| Problem requirements |
Omit the pictures and copy the entries exactly.

▼▼▼

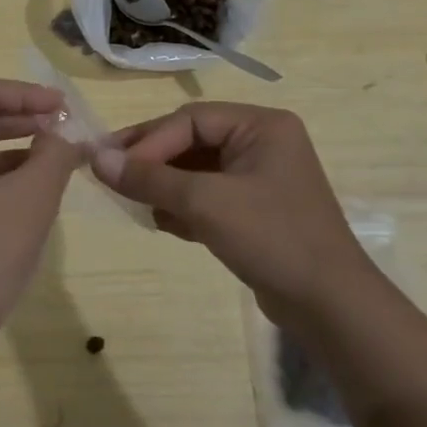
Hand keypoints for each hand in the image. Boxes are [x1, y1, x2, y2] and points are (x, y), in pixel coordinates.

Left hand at [0, 79, 83, 397]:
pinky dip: (0, 166)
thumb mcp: (32, 198)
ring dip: (14, 140)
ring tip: (57, 146)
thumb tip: (66, 134)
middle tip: (64, 122)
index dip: (26, 94)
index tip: (65, 105)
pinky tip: (34, 175)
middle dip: (22, 115)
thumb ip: (55, 153)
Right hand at [93, 103, 365, 325]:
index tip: (112, 166)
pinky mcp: (255, 210)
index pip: (191, 120)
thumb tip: (97, 159)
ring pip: (197, 170)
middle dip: (152, 162)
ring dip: (164, 185)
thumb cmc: (272, 238)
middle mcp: (262, 143)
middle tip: (110, 175)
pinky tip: (160, 221)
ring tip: (131, 201)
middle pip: (192, 141)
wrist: (330, 306)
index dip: (149, 141)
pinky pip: (208, 196)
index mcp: (261, 126)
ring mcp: (260, 178)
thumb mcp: (205, 203)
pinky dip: (183, 206)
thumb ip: (150, 179)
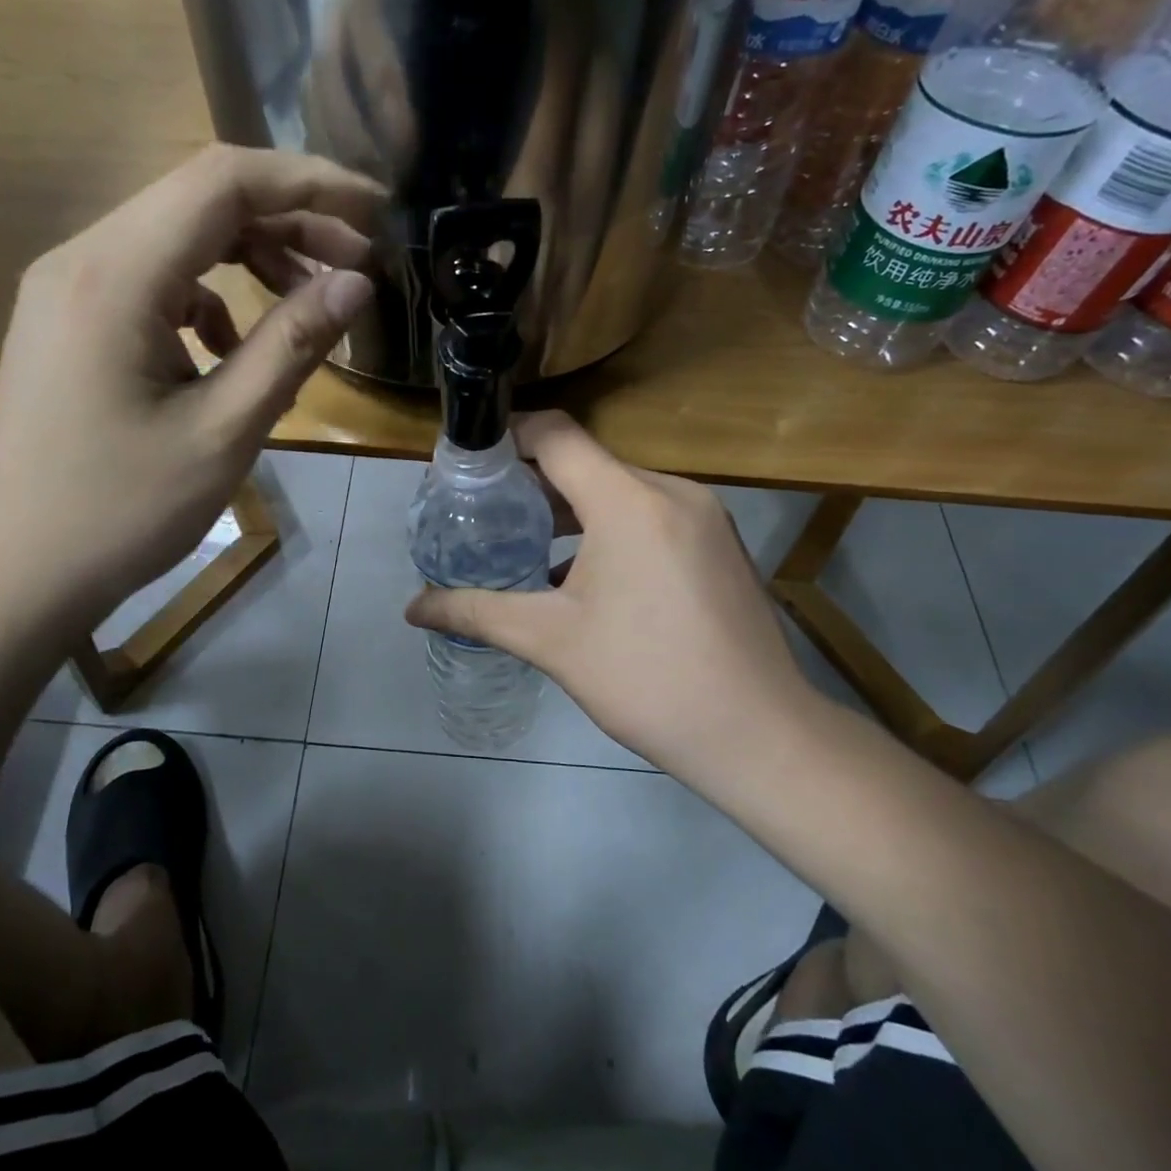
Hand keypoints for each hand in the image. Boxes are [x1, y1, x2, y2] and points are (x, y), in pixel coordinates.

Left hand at [0, 144, 382, 633]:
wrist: (16, 572)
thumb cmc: (122, 511)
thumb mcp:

▲▲▲

| Written response |
Hand keypoints for each hand in the image. Boxes are [x1, y1, x2, y2] and points are (x, y), in pixel coordinates.

Left hand at [0, 79, 83, 397]:
pinky dip: (0, 166)
thumb mcp: (32, 198)
ring dip: (14, 140)
ring tip: (57, 146)
thumb tip: (66, 134)
middle tip: (64, 122)
index dip: (26, 94)
index tip: (65, 105)
pinky tip: (34, 175)
middle dip: (22, 115)
thumb ip: (55, 153)
Right hand at [93, 103, 365, 325]:
index tip: (112, 166)
pinky mcp: (255, 210)
index pip: (191, 120)
thumb tip: (97, 159)
ring pip: (197, 170)
middle dip: (152, 162)
ring dip: (164, 185)
thumb cmc: (272, 238)
middle mcp: (262, 143)
middle tip: (110, 175)
pinky tip: (160, 221)
ring tip: (131, 201)
middle pip: (192, 141)
wrist: (330, 306)
index dip: (149, 141)
pinky pip: (208, 196)
index mcp: (261, 126)
ring mcp: (260, 178)
thumb mcp: (205, 203)
pinky dip: (183, 206)
thumb ip: (150, 179)
Hand keypoints for each hand in the image. Boxes are [x1, y1, x2, y2] and points are (x, y), in pixel coordinates.

Left hand at [0, 144, 382, 633]:
wrist: (16, 572)
thumb cmc: (122, 511)
thumb mcp:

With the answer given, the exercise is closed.